La pasión por el artefacto mínimo es lo que ha llevado a Negroni a fijar la mirada en Cornell, Dickinson y Satie. Toda pasión es siempre pasión por el abismo, pero solo ante la posibilidad del abismo puede uno evolucionar, o sea, tomar conciencia de nuestra brevedad. Al servir a un Dios, la música es el primer intento de competir con él. La poesía, sin embargo, no compite: la poesía es exponerse, quedar a la intemperie abierto al castigo del absoluto. 

Satie coleccionaba paraguas, también trajes de terciopelo azul. En su habitación, un piano roto, las cajitas, una edición de Las flores del mal. La metáfora del piano roto sería la de crear una música que no pueda ser escuchada. El afán de coleccionar encierra la búsqueda de la novedad en el espacio vacío, en el paréntesis, el agujero por donde aflora la nada, ese abismo.
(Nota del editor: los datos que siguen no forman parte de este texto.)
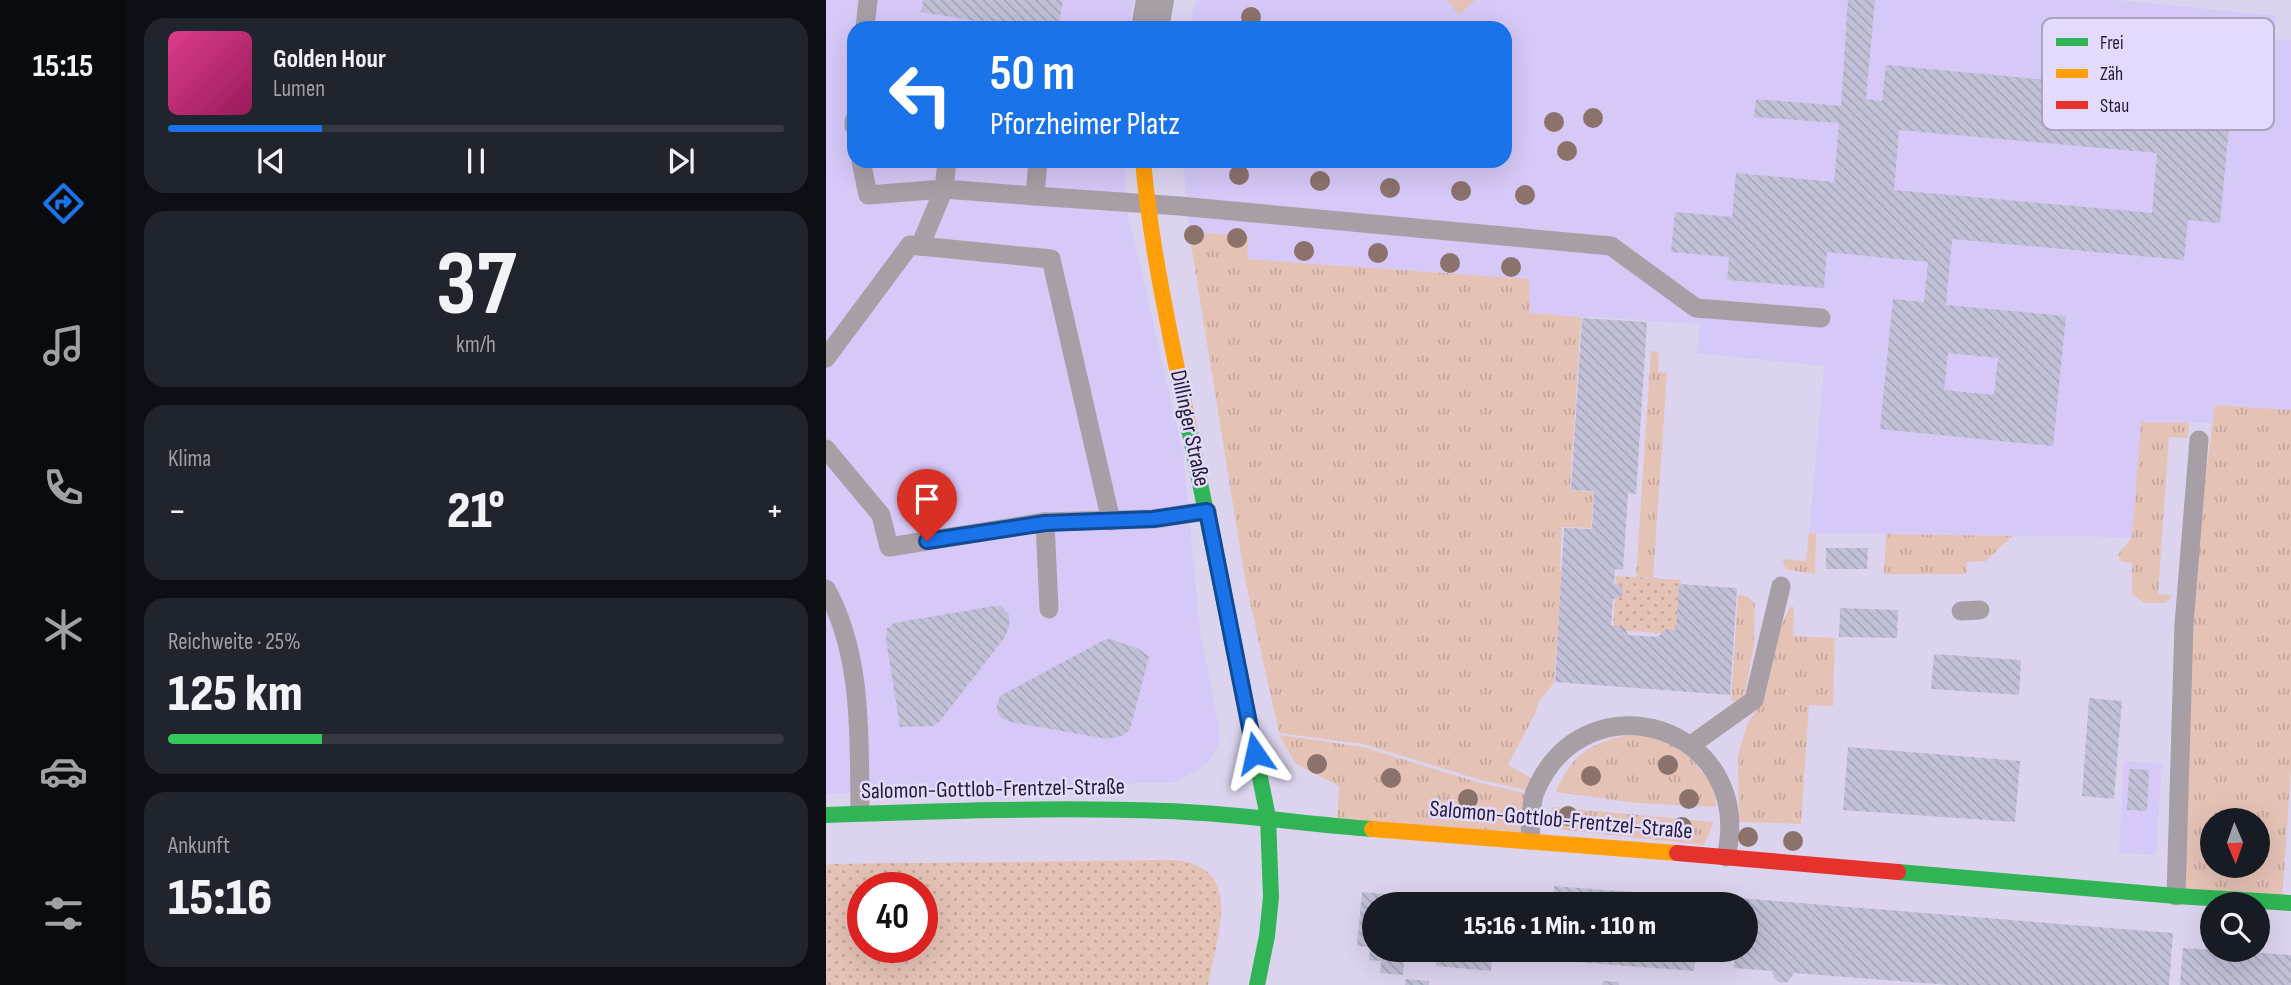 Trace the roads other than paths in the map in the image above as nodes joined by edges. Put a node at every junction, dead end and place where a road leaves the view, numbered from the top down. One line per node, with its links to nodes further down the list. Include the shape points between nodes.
1 (868, 0): 3 (lane)
2 (1155, 0): 4 (street)
3 (866, 21)
4 (1151, 21)
5 (862, 168): 9 (lane, via 868,195)
6 (946, 168): 9 (lane)
7 (1037, 168): 10 (lane)
8 (1144, 168): 11 (street, Dillinger Straße)
9 (944, 189): 10 (lane); 12 (lane)
10 (1035, 196): 11 (lane)
11 (1147, 205): 13 (lane, via 1611,246 1696,308); 17 (street, Dillinger Straße)
12 (920, 246): 14 (lane, via 910,245); 18 (lane, via 1051,259)
13 (1821, 318)
14 (826, 358)
15 (2199, 440): 29 (lane, via 2184,624)
16 (826, 449): 19 (lane, via 881,515 889,547)
17 (1207, 511): 18 (lane); 26 (street, Dillinger Straße)
18 (1111, 521): 19 (lane)
19 (1045, 523): 22 (lane)
20 (1781, 586): 23 (lane, via 1754,700)
21 (826, 589): 24 (lane, via 842,620 856,690)
22 (1049, 609)
23 (1691, 745): 27 (lane, via 1639,725 1600,729 1574,741 1548,766 1534,795); 28 (lane, via 1720,780 1727,799 1731,826)
24 (860, 812): 25 (street, Salomon-Gottlob-Frentzel-Straße); 26 (street, Salomon-Gottlob-Frentzel-Straße, via 1046,808)
25 (826, 815)
26 (1268, 817): 27 (street, Salomon-Gottlob-Frentzel-Straße); 31 (street, Dillinger Straße, via 1271,897)
27 (1530, 840): 28 (street, Salomon-Gottlob-Frentzel-Straße)
28 (1726, 857): 29 (street, Salomon-Gottlob-Frentzel-Straße)
29 (2176, 896): 30 (street, Salomon-Gottlob-Frentzel-Straße)
30 (2291, 903)
31 (1257, 985)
“Nunca pertenecí a la cáfila de los músicos, ni siquiera a la de los seres que tienen cuerpo. Soy un objeto sinóptico, autodidacta y retórico, un poco háptico”, escribe Satie/Negroni. ¿No es Negroni la que nos está diciendo que tras haber vivido por veinticinco años en Nueva York se sintió descolgada, que nunca perteneció a un mapa que identifica a la poesía argentina con una ruta (también unos archivos) específica? La única forma de re-crear el país donde se nace es desconociéndolo, poniendo el pulgar sobre el mapa de esa memoria.

De modo que la escritura de Negroni puede ser programática: “La intención es mostrar cómo, a pesar de utilizar distintos soportes, los tres comparten la pasión por la miniatura, la manía del coleccionismo, la propensión al aislamiento y, sobre todo, la decisión de ocupar una posición excéntrica en relación a la época y el medio artístico donde les tocó vivir”.
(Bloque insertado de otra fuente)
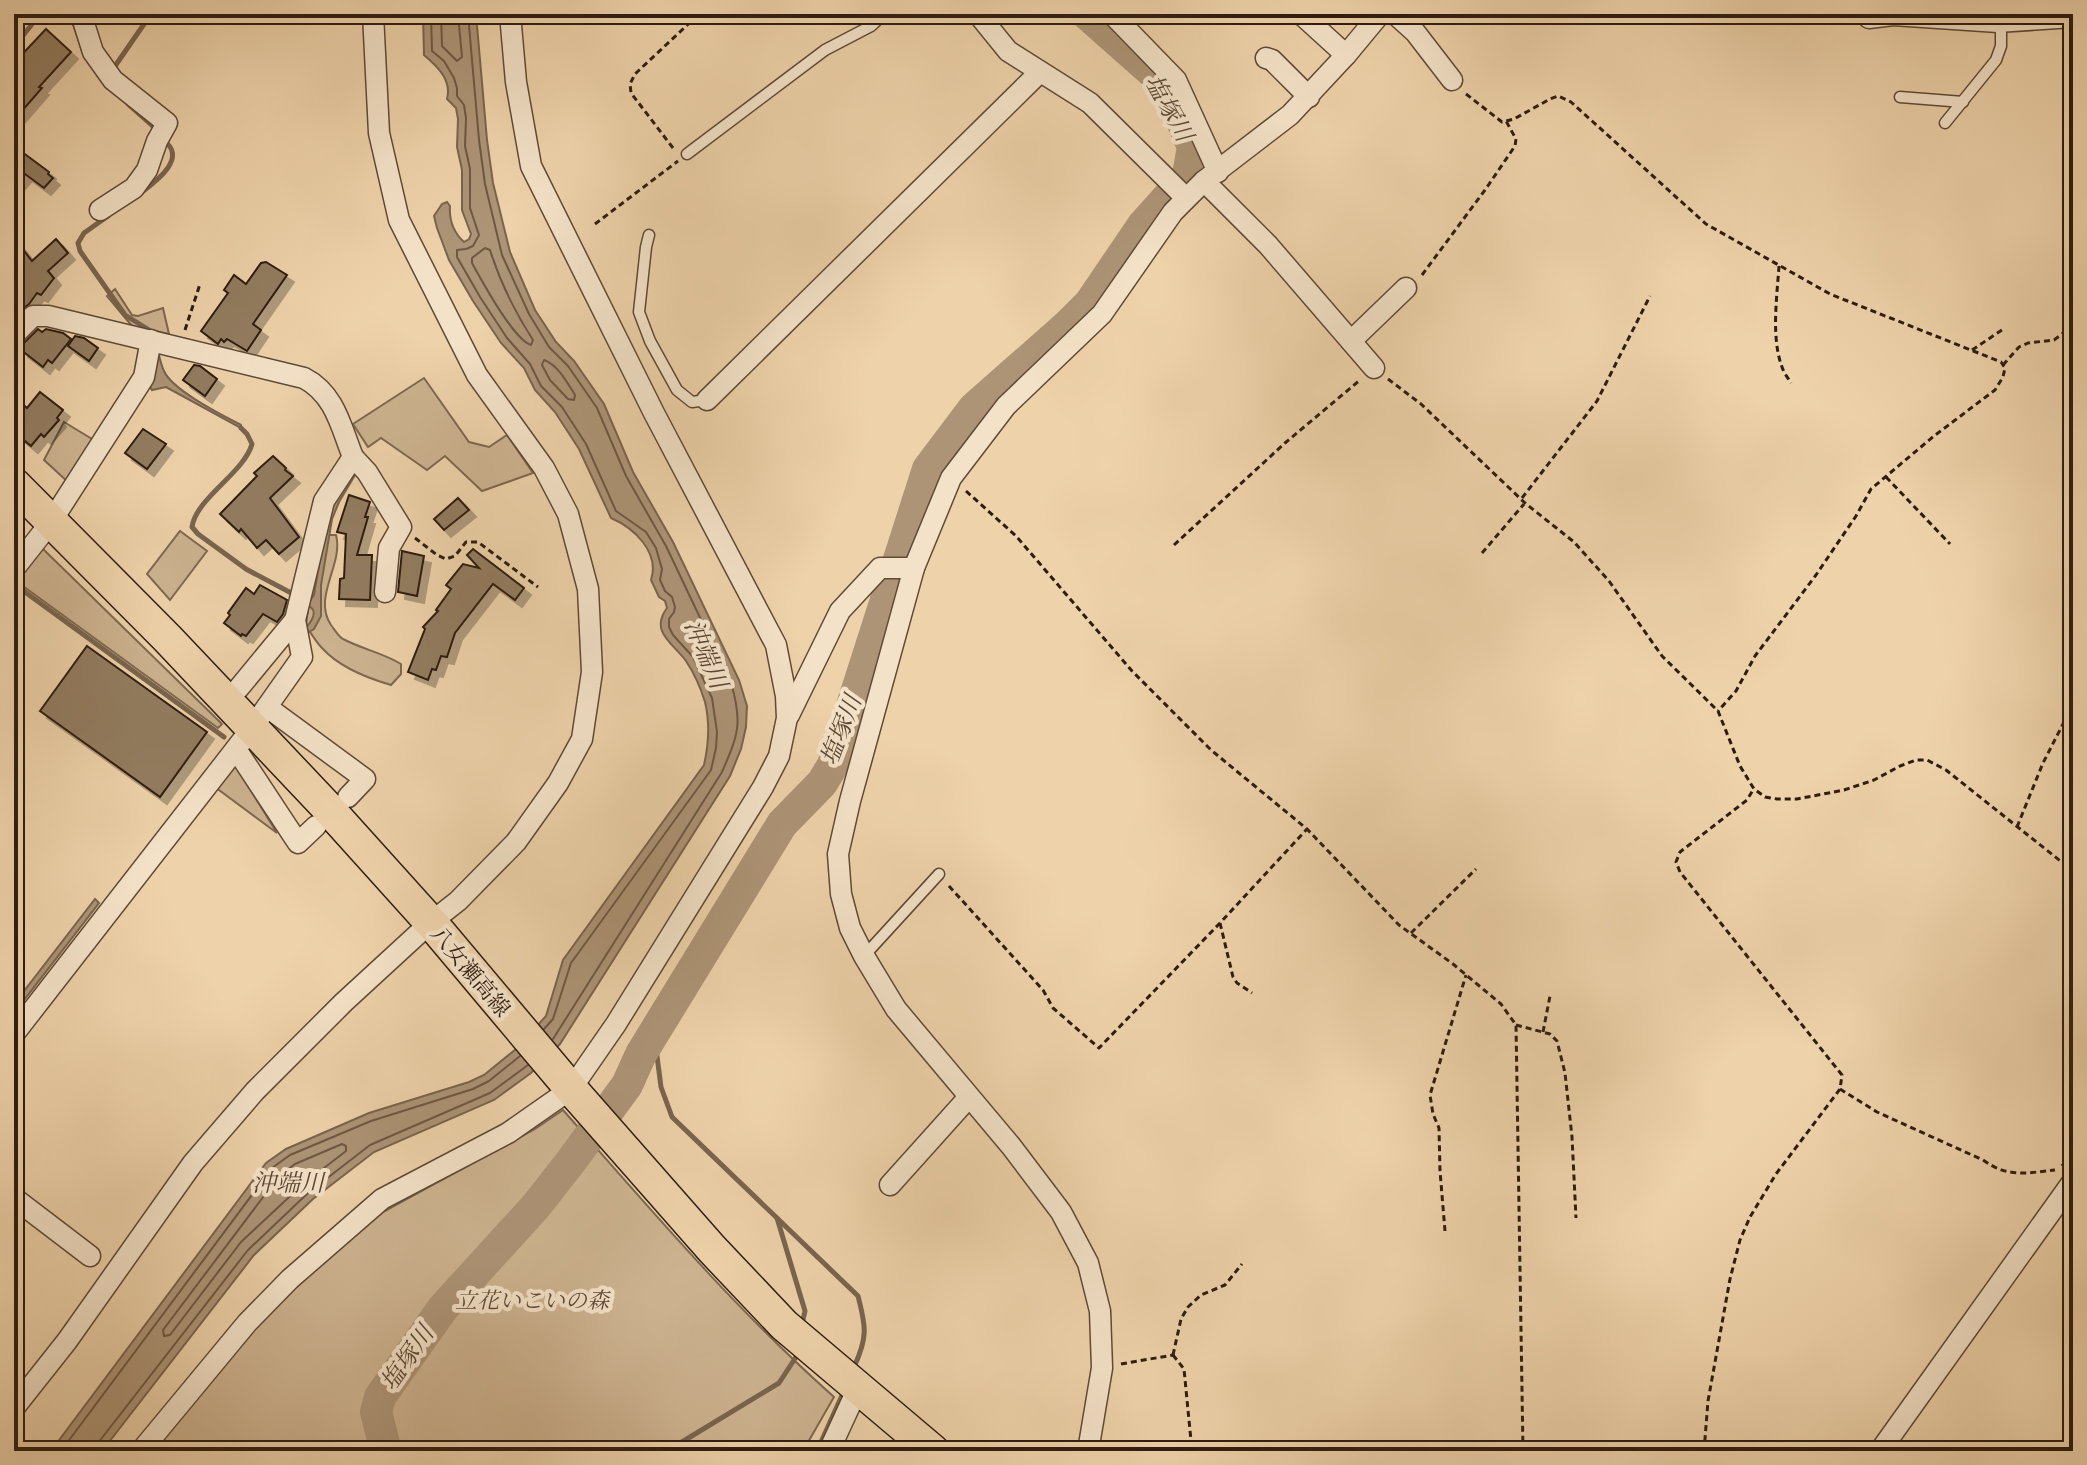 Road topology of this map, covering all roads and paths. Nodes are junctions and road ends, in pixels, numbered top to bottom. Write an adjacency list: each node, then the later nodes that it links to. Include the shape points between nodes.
1 (81, 14): 29 (street, via 93,52 113,80 167,123 134,188)
2 (373, 14): 77 (street, via 379,133 399,220 477,375 544,468 568,514 588,589 592,672 582,739 516,842)
3 (510, 14): 66 (street, via 531,166 776,645)
4 (699, 14): 26 (path, via 630,84 631,93 671,146)
5 (884, 14): 26 (lane, via 825,50)
6 (978, 14): 17 (street, via 1008,51)
7 (1112, 14): 27 (street, via 1176,80)
8 (1301, 14): 15 (street)
9 (1380, 14): 15 (street)
10 (1395, 14): 18 (street)
11 (1893, 14): 13 (street); 14 (street)
12 (2073, 17): 14 (street)
13 (1869, 18)
14 (2001, 22): 23 (lane, via 1996,60)
15 (1346, 55): 20 (street)
16 (1266, 58): 20 (street)
17 (1040, 72): 28 (street, via 1090,103); 46 (street)
18 (1452, 80): 24 (path, via 1490,114)
19 (1926, 84): 22 (lane)
20 (1309, 97): 27 (street)
21 (1900, 97): 22 (lane)
22 (1926, 99): 23 (lane)
23 (1963, 102): 25 (lane)
24 (1506, 121): 32 (path, via 1558,96 1571,102 1706,224); 34 (path, via 1516,139 1507,160 1425,273)
25 (1945, 123)
26 (687, 154): 30 (path)
27 (1211, 176): 28 (street); 40 (street)
28 (1186, 198): 49 (street, via 1102,314 1006,406)
29 (100, 210)
30 (595, 224)
31 (649, 235): 46 (lane, via 639,312 677,390 692,402)
32 (1779, 266): 42 (path, via 1830,294); 45 (path, via 1777,350)
33 (200, 284): 41 (path)
34 (1406, 288): 40 (street)
35 (1650, 296): 51 (path, via 1597,401)
36 (2073, 321): 43 (path, via 2054,340 2019,347)
37 (2005, 328): 42 (path)
38 (14, 335): 39 (street, via 33,316 48,316)
39 (151, 340): 41 (street); 53 (street, via 144,377)
40 (1351, 341): 44 (street)
41 (180, 347): 47 (street, via 318,385 333,403)
42 (1972, 350): 43 (path)
43 (2003, 365): 48 (path, via 1995,390)
44 (1374, 368): 51 (path); 56 (path)
45 (1791, 383)
46 (707, 400)
47 (353, 457): 54 (street); 62 (street, via 324,501)
48 (1885, 476): 55 (path); 65 (path)
49 (951, 478): 58 (street); 72 (path, via 1016,536 1132,671 1199,739)
50 (14, 484): 53 (main road, 八女瀬高線)
51 (1522, 498): 52 (path)
52 (1525, 503): 57 (path); 65 (path, via 1574,542 1662,656)
53 (51, 522): 59 (street); 67 (main road, 八女瀬高線)
54 (401, 527): 60 (path, via 446,559 466,542 478,542); 61 (street, via 389,548)
55 (1950, 544)
56 (1174, 545)
57 (1482, 553)
58 (914, 568): 66 (street, via 880,568 840,611); 79 (street, via 838,854 841,894)
59 (14, 569)
60 (538, 587)
61 (385, 592)
62 (295, 620): 63 (street); 67 (street, via 302,657)
63 (238, 689)
64 (2073, 700): 71 (path)
65 (1718, 711): 68 (path)
66 (787, 718): 87 (street, via 779,756 763,787)
67 (252, 728): 69 (street, via 365,779); 70 (street, via 298,843); 77 (main road, 八女瀬高線); 85 (street)
68 (1754, 789): 71 (path, via 1765,797 1797,799 1844,790 1927,760); 86 (path, via 1680,852 1676,862 1842,1075)
69 (348, 797)
70 (316, 826)
71 (2017, 827): 74 (path)
72 (1307, 829): 76 (path); 78 (path)
73 (1476, 869): 78 (path)
74 (2073, 871)
75 (939, 874): 76 (path, via 1043,990 1053,1008 1099,1048); 79 (lane)
76 (1220, 923): 81 (path, via 1233,977)
77 (432, 924): 87 (main road, 八女瀬高線); 99 (street, via 255,1091 193,1163)
78 (1411, 933): 80 (path)
79 (864, 956): 88 (street, via 896,1009)
80 (1466, 975): 83 (path, via 1501,1004); 93 (path, via 1430,1095 1439,1128)
81 (1252, 993)
82 (1550, 996): 84 (path)
83 (1516, 1025): 84 (path); 105 (path)
84 (1543, 1032): 92 (path, via 1557,1041 1565,1073)
85 (14, 1034)
86 (1840, 1089): 89 (path, via 1995,1168); 106 (path, via 1776,1174 1740,1240 1708,1401)
87 (575, 1092): 98 (main road, 八女瀬高線, via 784,1325); 100 (street, via 382,1199 268,1301)
88 (969, 1097): 90 (street); 97 (street, via 1061,1212 1088,1263 1100,1311)
89 (2066, 1176): 107 (street)
90 (890, 1185)
91 (14, 1198): 94 (street)
92 (1576, 1218)
93 (1445, 1231)
94 (90, 1256)
95 (1242, 1264): 96 (path, via 1225,1285 1188,1307)
96 (1173, 1355): 97 (path); 104 (path, via 1184,1369)
97 (1102, 1368): 103 (street)
98 (858, 1388): 101 (street); 102 (main road, 八女瀬高線)
99 (14, 1408)
100 (141, 1451)
101 (829, 1451)
102 (933, 1451)
103 (1088, 1451)
104 (1192, 1451)
105 (1523, 1451)
106 (1704, 1451)
107 (1880, 1451)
Pero esto no es recomendable tomarlo al pie de la letra. Lo que disparó Archivo Dickinson fue el lexicón descubierto en los archivos de la “dama blanca de Armherst” que atesora alguna universidad americana. A un manojo de palabras tirado sobre la página en blanco corresponden setenta y ocho nuevos rectángulos de papel con una voz que quizás nos resulte, desde nuestros prejuicios o desde los zigzagueos que ejecutamos ante una trayectoria, más ajustada a aquella de Islandia, a la Negroni que creemos más “real”.

Todo el tiempo ahí afuera blasonan de certezas: el arte es esto, la poesía es aquello, esto no es una novela. Y sin embargo lo único cierto y de veras estimulante en literatura es la duda. Cree uno que lo sabe, pero continuamente nos estamos sobreponiendo, negando esa opacidad, posando con certezas, porque con dudas nadie posa.

Para la palabra Noche, escribe esto Negroni: “Todo lo que no ocurre es cierto: las ansias, la peste, los amantes, nada que no pudieran comer buitres”. ¿Qué palabra no existe en este archivo? Millones, desde luego, pero si debe haber una llamada a cerrar este libro es Pactos, el territorio donde quien escribe debe encontrarse con su lector para decirle: “Hagamos una cosa: yo me presento de pronto en el jardín con nada y, por una vez, soy más grande que yo, soy casi un no soy, un eco impracticable, a punto de alcanzar su manifiesto impersonal […] como sombra que llegó hasta aquí —aunque desmejorada— a bendecir la vida, no a escribirla”.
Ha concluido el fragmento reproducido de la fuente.